◆ Exercise objective
Consider the data that follows and state how many lines contain the string "main", using the number alone.

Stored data
((

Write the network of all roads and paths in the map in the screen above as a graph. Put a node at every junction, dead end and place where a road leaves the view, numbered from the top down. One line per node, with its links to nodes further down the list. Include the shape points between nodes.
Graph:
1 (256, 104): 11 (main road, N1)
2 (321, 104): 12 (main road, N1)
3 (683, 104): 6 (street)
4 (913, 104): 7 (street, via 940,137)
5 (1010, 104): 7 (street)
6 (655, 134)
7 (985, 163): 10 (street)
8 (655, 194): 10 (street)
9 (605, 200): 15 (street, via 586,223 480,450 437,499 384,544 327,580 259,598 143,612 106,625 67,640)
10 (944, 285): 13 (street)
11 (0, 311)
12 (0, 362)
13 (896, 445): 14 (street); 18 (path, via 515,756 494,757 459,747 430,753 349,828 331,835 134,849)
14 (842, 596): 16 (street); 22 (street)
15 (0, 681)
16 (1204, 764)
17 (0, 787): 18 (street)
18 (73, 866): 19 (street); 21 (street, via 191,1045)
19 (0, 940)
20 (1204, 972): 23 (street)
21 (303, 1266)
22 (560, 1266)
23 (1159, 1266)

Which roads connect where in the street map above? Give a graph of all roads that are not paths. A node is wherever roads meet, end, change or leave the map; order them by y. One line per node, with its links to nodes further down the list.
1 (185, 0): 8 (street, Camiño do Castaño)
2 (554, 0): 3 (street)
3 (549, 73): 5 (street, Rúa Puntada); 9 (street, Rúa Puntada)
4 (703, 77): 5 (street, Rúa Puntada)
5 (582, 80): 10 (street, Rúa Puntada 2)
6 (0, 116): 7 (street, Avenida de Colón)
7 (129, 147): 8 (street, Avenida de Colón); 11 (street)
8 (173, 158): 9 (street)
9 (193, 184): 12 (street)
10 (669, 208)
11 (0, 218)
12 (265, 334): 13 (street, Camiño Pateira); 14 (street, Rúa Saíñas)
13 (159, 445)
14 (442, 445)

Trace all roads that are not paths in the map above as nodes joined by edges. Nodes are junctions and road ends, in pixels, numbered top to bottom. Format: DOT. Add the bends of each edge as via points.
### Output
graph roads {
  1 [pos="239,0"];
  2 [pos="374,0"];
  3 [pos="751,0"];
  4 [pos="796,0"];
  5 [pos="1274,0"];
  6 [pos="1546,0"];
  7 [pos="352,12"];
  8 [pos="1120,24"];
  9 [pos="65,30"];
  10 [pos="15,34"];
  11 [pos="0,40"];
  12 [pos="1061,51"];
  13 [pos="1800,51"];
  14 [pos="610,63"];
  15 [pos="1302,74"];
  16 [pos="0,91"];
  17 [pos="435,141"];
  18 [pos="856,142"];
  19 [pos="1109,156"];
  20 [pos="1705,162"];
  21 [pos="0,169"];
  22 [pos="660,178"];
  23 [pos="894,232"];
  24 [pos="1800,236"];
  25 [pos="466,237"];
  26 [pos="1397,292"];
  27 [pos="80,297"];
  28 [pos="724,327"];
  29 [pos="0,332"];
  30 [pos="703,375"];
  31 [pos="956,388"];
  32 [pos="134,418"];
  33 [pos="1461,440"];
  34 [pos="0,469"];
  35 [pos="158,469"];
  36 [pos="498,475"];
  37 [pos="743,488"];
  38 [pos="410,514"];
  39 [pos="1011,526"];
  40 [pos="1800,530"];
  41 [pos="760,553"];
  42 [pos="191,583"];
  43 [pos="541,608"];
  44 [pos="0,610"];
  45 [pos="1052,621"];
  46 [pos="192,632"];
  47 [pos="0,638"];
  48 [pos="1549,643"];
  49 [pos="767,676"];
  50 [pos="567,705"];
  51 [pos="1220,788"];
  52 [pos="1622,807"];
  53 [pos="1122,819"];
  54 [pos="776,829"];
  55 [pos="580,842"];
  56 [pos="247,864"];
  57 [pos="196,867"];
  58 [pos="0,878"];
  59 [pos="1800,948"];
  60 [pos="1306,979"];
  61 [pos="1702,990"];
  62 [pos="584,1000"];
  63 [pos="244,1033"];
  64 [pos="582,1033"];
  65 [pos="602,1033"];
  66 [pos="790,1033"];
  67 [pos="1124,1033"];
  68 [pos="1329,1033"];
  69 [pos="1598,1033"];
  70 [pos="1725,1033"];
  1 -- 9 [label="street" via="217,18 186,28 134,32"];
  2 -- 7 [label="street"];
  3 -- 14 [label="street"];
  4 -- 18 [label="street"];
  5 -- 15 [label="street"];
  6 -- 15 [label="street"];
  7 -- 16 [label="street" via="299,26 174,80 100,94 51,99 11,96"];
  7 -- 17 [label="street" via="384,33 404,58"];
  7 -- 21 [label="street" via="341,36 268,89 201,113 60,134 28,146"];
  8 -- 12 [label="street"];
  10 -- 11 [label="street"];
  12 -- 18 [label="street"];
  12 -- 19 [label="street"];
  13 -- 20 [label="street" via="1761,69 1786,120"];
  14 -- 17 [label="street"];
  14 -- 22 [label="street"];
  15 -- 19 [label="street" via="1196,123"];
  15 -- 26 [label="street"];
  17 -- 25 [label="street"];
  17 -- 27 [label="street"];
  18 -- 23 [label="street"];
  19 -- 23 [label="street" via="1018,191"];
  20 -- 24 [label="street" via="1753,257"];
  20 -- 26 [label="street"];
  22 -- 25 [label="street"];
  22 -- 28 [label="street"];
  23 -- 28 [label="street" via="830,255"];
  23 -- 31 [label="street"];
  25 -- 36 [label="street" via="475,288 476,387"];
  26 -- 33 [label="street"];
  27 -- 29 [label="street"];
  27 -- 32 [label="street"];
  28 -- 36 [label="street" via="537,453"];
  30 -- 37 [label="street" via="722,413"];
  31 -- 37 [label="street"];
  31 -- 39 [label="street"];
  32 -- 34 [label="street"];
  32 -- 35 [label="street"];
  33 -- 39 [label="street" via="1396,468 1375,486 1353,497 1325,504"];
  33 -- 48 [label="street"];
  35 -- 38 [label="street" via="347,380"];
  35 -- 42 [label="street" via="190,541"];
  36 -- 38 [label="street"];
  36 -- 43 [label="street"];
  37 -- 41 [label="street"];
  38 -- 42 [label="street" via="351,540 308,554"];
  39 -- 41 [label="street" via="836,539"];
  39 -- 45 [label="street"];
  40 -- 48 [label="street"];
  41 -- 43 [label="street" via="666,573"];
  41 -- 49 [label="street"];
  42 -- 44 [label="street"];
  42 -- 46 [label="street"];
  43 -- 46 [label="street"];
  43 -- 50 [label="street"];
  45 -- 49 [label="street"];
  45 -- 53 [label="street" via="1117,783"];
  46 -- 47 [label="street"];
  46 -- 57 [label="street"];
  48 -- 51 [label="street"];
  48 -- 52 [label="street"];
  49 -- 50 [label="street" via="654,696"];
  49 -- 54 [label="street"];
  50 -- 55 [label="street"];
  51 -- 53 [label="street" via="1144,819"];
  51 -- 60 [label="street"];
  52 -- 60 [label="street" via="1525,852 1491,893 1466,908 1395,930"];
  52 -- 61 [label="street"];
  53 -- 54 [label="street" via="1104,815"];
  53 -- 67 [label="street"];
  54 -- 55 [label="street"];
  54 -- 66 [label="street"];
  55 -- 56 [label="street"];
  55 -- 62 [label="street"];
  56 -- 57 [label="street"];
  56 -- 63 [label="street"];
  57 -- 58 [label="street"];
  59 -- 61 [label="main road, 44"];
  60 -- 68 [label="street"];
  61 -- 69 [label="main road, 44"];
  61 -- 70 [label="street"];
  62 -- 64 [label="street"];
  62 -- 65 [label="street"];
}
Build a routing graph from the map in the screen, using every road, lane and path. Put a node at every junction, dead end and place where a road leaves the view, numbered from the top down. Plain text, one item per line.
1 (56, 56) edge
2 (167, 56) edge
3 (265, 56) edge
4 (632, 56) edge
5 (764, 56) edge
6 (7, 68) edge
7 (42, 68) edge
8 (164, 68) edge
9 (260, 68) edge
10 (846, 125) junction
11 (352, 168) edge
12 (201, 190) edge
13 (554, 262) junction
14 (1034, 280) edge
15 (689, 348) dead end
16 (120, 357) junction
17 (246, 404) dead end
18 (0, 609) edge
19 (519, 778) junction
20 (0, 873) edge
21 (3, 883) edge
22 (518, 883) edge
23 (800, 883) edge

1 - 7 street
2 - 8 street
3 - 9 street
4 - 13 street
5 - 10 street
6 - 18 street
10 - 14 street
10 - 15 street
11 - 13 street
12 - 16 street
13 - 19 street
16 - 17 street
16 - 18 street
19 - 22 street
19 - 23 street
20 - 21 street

))

◆ Response area
4